For each record that follows, write out an identical copy.
※ ※ ※
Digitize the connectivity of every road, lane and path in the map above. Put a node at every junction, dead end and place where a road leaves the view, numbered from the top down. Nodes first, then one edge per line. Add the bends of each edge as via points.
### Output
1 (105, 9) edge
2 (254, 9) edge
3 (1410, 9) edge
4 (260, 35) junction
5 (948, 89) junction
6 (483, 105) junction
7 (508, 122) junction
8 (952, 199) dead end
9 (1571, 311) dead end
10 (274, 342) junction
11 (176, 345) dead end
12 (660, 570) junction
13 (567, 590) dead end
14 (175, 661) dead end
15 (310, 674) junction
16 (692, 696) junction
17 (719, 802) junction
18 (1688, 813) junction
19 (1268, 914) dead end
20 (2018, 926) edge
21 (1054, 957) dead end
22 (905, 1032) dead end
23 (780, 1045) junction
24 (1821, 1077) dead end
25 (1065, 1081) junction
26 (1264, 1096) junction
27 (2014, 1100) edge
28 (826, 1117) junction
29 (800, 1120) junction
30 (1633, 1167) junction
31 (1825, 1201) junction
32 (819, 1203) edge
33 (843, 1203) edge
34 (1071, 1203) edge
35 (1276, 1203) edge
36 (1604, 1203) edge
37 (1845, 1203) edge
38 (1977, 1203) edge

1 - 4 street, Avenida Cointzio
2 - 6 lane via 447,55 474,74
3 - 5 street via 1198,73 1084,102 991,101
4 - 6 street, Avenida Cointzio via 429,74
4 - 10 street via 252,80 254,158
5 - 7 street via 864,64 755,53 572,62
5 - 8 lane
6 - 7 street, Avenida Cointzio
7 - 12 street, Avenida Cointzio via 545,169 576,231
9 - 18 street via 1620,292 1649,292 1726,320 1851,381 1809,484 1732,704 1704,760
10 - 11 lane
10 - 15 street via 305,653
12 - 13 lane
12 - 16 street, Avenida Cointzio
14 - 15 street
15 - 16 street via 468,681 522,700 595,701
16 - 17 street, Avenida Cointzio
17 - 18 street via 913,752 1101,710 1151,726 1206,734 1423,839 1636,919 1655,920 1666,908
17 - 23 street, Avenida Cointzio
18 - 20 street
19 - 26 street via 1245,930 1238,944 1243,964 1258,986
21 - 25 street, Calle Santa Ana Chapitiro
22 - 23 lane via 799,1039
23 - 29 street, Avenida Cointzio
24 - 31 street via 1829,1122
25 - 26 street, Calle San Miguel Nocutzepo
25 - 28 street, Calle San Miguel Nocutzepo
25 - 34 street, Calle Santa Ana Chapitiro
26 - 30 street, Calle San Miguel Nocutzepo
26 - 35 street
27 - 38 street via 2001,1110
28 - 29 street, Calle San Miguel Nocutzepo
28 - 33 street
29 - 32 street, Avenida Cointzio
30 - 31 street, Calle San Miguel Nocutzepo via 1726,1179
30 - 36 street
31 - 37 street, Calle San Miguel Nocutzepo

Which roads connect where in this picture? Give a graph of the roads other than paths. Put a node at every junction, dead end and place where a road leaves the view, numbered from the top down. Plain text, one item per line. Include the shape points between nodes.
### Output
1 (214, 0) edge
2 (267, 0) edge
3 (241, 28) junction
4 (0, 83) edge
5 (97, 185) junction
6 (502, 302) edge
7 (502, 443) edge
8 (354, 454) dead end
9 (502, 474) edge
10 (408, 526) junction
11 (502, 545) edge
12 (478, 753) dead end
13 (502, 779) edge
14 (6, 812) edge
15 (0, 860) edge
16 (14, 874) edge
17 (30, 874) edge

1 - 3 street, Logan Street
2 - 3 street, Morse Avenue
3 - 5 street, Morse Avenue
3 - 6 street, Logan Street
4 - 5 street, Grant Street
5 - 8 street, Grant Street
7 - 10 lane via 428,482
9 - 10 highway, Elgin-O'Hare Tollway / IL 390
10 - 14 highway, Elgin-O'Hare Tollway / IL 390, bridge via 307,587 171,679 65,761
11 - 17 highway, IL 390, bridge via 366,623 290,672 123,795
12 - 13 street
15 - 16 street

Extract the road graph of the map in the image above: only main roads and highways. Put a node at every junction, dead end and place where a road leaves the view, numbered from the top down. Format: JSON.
※ ※ ※
▸ RESPONSE TO THIS TASK:
Digitize the connectivity of every road, lane and path in the map above. Put a node at every junction, dead end and place where a road leaves the view, numbered from the top down. Nodes first, then one edge per line. Add the bends of each edge as via points.
### Output
1 (105, 9) edge
2 (254, 9) edge
3 (1410, 9) edge
4 (260, 35) junction
5 (948, 89) junction
6 (483, 105) junction
7 (508, 122) junction
8 (952, 199) dead end
9 (1571, 311) dead end
10 (274, 342) junction
11 (176, 345) dead end
12 (660, 570) junction
13 (567, 590) dead end
14 (175, 661) dead end
15 (310, 674) junction
16 (692, 696) junction
17 (719, 802) junction
18 (1688, 813) junction
19 (1268, 914) dead end
20 (2018, 926) edge
21 (1054, 957) dead end
22 (905, 1032) dead end
23 (780, 1045) junction
24 (1821, 1077) dead end
25 (1065, 1081) junction
26 (1264, 1096) junction
27 (2014, 1100) edge
28 (826, 1117) junction
29 (800, 1120) junction
30 (1633, 1167) junction
31 (1825, 1201) junction
32 (819, 1203) edge
33 (843, 1203) edge
34 (1071, 1203) edge
35 (1276, 1203) edge
36 (1604, 1203) edge
37 (1845, 1203) edge
38 (1977, 1203) edge

1 - 4 street, Avenida Cointzio
2 - 6 lane via 447,55 474,74
3 - 5 street via 1198,73 1084,102 991,101
4 - 6 street, Avenida Cointzio via 429,74
4 - 10 street via 252,80 254,158
5 - 7 street via 864,64 755,53 572,62
5 - 8 lane
6 - 7 street, Avenida Cointzio
7 - 12 street, Avenida Cointzio via 545,169 576,231
9 - 18 street via 1620,292 1649,292 1726,320 1851,381 1809,484 1732,704 1704,760
10 - 11 lane
10 - 15 street via 305,653
12 - 13 lane
12 - 16 street, Avenida Cointzio
14 - 15 street
15 - 16 street via 468,681 522,700 595,701
16 - 17 street, Avenida Cointzio
17 - 18 street via 913,752 1101,710 1151,726 1206,734 1423,839 1636,919 1655,920 1666,908
17 - 23 street, Avenida Cointzio
18 - 20 street
19 - 26 street via 1245,930 1238,944 1243,964 1258,986
21 - 25 street, Calle Santa Ana Chapitiro
22 - 23 lane via 799,1039
23 - 29 street, Avenida Cointzio
24 - 31 street via 1829,1122
25 - 26 street, Calle San Miguel Nocutzepo
25 - 28 street, Calle San Miguel Nocutzepo
25 - 34 street, Calle Santa Ana Chapitiro
26 - 30 street, Calle San Miguel Nocutzepo
26 - 35 street
27 - 38 street via 2001,1110
28 - 29 street, Calle San Miguel Nocutzepo
28 - 33 street
29 - 32 street, Avenida Cointzio
30 - 31 street, Calle San Miguel Nocutzepo via 1726,1179
30 - 36 street
31 - 37 street, Calle San Miguel Nocutzepo

Which roads connect where in this picture? Give a graph of the roads other than paths. Put a node at every junction, dead end and place where a road leaves the view, numbered from the top down. Plain text, one item per line. Include the shape points between nodes.
### Output
1 (214, 0) edge
2 (267, 0) edge
3 (241, 28) junction
4 (0, 83) edge
5 (97, 185) junction
6 (502, 302) edge
7 (502, 443) edge
8 (354, 454) dead end
9 (502, 474) edge
10 (408, 526) junction
11 (502, 545) edge
12 (478, 753) dead end
13 (502, 779) edge
14 (6, 812) edge
15 (0, 860) edge
16 (14, 874) edge
17 (30, 874) edge

1 - 3 street, Logan Street
2 - 3 street, Morse Avenue
3 - 5 street, Morse Avenue
3 - 6 street, Logan Street
4 - 5 street, Grant Street
5 - 8 street, Grant Street
7 - 10 lane via 428,482
9 - 10 highway, Elgin-O'Hare Tollway / IL 390
10 - 14 highway, Elgin-O'Hare Tollway / IL 390, bridge via 307,587 171,679 65,761
11 - 17 highway, IL 390, bridge via 366,623 290,672 123,795
12 - 13 street
15 - 16 street

Extract the road graph of the map in the image above: only main roads and highways. Put a node at every junction, dead end and place where a road leaves the view, numbered from the top down. Format: JSON.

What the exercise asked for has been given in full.